Scan the entries for lines with the word "Convert" and copy those lines.

-----

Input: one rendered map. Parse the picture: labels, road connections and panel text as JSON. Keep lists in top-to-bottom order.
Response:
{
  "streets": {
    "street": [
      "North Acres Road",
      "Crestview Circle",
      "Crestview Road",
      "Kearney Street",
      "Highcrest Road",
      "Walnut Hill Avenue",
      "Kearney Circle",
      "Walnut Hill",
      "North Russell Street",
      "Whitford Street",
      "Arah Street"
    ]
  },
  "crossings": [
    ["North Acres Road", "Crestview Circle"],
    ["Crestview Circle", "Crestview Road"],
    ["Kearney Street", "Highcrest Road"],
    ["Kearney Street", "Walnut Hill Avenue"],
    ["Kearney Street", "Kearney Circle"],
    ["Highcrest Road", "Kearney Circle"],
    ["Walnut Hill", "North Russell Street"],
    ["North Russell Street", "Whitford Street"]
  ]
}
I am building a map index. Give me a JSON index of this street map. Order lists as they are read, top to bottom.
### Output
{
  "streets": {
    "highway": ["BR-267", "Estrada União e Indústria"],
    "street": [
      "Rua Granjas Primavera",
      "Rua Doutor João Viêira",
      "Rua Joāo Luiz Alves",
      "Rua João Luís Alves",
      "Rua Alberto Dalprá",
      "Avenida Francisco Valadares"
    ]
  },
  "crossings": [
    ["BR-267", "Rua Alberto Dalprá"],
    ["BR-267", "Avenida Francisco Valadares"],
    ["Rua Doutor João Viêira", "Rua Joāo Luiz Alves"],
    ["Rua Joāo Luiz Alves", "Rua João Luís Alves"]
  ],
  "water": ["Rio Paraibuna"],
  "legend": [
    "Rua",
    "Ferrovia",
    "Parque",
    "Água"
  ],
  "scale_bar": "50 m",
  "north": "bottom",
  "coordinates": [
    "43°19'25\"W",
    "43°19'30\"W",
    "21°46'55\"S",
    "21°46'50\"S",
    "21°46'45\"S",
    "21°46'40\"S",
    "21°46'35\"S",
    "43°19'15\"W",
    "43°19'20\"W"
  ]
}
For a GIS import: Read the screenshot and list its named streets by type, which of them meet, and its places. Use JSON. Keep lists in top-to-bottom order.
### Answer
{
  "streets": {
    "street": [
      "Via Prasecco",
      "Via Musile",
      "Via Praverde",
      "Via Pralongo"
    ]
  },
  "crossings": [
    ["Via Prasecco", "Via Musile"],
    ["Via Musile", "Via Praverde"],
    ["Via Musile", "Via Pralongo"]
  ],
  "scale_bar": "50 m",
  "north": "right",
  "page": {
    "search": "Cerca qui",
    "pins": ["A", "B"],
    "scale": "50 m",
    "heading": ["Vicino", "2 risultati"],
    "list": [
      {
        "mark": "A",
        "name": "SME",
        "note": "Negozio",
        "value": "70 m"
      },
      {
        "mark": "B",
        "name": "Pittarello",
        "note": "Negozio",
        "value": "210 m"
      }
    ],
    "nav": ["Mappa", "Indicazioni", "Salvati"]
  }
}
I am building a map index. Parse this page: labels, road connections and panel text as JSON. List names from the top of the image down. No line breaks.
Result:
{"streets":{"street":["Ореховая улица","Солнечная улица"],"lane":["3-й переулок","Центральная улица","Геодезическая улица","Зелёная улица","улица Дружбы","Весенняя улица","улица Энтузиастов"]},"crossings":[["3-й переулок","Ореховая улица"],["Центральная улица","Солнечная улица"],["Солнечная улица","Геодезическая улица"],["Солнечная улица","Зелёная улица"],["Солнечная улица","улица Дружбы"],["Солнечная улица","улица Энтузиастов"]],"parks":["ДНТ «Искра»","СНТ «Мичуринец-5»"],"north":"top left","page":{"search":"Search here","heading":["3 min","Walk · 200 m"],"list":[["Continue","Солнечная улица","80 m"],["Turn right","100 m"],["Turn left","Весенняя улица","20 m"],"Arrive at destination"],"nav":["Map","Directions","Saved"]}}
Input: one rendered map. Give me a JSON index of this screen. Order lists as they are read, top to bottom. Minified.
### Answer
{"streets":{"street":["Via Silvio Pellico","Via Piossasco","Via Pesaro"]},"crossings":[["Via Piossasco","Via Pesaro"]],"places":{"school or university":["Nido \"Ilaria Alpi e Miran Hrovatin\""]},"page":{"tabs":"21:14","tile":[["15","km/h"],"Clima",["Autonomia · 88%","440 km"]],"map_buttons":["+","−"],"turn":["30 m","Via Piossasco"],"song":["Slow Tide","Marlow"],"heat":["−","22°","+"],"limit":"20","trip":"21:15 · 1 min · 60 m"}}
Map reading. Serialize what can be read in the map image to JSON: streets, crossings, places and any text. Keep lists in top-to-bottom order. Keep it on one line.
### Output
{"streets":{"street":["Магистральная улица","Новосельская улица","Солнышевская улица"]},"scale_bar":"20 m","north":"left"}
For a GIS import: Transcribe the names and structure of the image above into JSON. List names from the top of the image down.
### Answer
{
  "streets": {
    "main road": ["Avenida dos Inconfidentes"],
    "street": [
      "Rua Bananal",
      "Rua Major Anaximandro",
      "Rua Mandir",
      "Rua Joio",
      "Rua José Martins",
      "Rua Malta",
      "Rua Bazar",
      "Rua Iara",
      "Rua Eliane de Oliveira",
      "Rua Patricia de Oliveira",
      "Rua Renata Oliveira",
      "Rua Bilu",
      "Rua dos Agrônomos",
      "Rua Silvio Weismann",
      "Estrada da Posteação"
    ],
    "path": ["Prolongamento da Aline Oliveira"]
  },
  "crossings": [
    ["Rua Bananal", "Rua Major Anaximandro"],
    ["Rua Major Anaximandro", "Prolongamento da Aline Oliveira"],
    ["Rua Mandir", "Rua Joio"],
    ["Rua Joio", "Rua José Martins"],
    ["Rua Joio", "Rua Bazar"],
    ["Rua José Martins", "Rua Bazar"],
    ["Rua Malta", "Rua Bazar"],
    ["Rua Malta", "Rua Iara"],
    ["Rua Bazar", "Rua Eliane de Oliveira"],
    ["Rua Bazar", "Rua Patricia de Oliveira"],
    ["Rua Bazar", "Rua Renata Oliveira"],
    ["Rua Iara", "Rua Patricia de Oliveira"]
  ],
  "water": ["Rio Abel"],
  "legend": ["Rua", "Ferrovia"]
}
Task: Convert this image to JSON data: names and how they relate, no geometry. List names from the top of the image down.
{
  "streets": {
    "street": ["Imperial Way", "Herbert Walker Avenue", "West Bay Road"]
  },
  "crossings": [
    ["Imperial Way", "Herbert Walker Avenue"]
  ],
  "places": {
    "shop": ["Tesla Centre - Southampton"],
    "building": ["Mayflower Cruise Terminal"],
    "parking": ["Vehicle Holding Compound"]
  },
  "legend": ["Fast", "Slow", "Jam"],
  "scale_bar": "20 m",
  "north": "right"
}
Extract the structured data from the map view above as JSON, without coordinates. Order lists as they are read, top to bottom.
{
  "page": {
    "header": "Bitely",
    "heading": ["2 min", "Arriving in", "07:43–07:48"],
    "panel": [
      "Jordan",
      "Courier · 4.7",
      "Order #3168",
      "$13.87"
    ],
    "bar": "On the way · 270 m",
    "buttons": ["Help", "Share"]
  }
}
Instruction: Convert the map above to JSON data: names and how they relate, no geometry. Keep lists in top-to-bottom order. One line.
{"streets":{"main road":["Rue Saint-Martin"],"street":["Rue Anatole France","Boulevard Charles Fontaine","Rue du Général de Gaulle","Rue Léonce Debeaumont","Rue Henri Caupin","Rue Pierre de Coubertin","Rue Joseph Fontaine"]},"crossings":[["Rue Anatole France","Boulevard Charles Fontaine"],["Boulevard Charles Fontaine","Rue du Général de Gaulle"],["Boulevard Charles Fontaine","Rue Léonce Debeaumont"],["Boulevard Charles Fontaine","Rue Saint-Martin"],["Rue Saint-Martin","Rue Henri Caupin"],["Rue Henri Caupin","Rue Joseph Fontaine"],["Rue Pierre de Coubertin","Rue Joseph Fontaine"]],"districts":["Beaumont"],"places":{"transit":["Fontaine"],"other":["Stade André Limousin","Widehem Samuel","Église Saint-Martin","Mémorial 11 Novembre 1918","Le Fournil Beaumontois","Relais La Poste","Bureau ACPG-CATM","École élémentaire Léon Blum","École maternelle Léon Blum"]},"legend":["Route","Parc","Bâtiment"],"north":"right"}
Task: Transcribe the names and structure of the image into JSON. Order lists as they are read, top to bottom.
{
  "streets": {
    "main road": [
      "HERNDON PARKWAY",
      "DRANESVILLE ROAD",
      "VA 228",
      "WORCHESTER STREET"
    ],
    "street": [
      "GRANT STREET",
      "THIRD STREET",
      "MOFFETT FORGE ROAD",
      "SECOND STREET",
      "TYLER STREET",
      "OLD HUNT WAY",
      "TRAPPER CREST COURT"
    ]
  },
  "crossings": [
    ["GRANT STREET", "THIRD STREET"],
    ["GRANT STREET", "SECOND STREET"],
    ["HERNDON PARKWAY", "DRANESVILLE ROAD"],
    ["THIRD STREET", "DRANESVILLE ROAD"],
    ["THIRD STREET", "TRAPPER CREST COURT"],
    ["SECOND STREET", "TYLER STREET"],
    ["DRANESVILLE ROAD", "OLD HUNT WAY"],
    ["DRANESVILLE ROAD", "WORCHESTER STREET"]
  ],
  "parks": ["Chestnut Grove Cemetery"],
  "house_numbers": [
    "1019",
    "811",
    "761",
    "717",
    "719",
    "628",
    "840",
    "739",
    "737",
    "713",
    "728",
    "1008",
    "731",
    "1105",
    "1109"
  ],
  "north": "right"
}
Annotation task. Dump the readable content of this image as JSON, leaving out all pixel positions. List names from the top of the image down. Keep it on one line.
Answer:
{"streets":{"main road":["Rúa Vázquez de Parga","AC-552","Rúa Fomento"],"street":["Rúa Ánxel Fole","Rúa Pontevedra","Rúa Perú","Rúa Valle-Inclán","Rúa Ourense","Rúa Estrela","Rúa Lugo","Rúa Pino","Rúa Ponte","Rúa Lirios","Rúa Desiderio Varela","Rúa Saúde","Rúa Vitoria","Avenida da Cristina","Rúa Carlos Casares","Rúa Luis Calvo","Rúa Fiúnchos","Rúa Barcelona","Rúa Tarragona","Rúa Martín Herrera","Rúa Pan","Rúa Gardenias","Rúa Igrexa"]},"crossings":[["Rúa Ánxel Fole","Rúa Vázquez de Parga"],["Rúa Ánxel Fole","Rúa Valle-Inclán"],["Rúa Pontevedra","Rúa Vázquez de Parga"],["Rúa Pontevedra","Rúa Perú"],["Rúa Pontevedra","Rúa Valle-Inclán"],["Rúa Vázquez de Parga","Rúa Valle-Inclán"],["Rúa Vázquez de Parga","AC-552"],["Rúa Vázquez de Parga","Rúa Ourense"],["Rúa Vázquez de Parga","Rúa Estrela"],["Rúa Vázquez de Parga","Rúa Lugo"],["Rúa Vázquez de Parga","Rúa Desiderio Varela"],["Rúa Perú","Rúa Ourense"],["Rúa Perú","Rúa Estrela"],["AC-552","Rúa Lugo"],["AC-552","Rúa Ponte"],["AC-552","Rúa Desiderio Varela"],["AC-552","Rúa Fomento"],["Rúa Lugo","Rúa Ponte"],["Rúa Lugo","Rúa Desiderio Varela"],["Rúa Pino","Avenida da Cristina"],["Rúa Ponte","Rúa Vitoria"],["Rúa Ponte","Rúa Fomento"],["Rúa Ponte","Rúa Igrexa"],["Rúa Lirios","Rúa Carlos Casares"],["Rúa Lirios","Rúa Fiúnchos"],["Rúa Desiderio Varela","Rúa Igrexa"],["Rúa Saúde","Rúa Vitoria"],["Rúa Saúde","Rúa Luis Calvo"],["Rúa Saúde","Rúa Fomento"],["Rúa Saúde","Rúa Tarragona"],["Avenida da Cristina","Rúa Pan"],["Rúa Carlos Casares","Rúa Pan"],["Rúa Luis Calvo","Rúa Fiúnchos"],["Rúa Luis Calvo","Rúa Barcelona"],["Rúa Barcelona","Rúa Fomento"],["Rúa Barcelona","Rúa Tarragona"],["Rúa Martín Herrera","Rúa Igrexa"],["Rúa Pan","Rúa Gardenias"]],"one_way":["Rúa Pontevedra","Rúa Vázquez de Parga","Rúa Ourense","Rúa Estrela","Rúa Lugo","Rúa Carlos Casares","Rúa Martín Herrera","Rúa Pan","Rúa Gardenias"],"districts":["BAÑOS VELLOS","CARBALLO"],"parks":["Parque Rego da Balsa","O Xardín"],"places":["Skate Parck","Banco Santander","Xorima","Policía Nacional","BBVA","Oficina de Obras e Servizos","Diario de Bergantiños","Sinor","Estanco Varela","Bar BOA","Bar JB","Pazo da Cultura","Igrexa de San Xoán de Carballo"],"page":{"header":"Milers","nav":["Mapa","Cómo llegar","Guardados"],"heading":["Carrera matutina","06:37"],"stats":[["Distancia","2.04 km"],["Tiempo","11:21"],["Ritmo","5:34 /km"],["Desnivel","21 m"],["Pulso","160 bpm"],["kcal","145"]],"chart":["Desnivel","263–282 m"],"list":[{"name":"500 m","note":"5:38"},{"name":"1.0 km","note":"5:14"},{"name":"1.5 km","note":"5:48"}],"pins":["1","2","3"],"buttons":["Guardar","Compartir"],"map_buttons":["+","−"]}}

-----

- Expected output:
Task: Convert this image to JSON data: names and how they relate, no geometry. List names from the top of the image down.
Instruction: Convert the map above to JSON data: names and how they relate, no geometry. Keep lists in top-to-bottom order. One line.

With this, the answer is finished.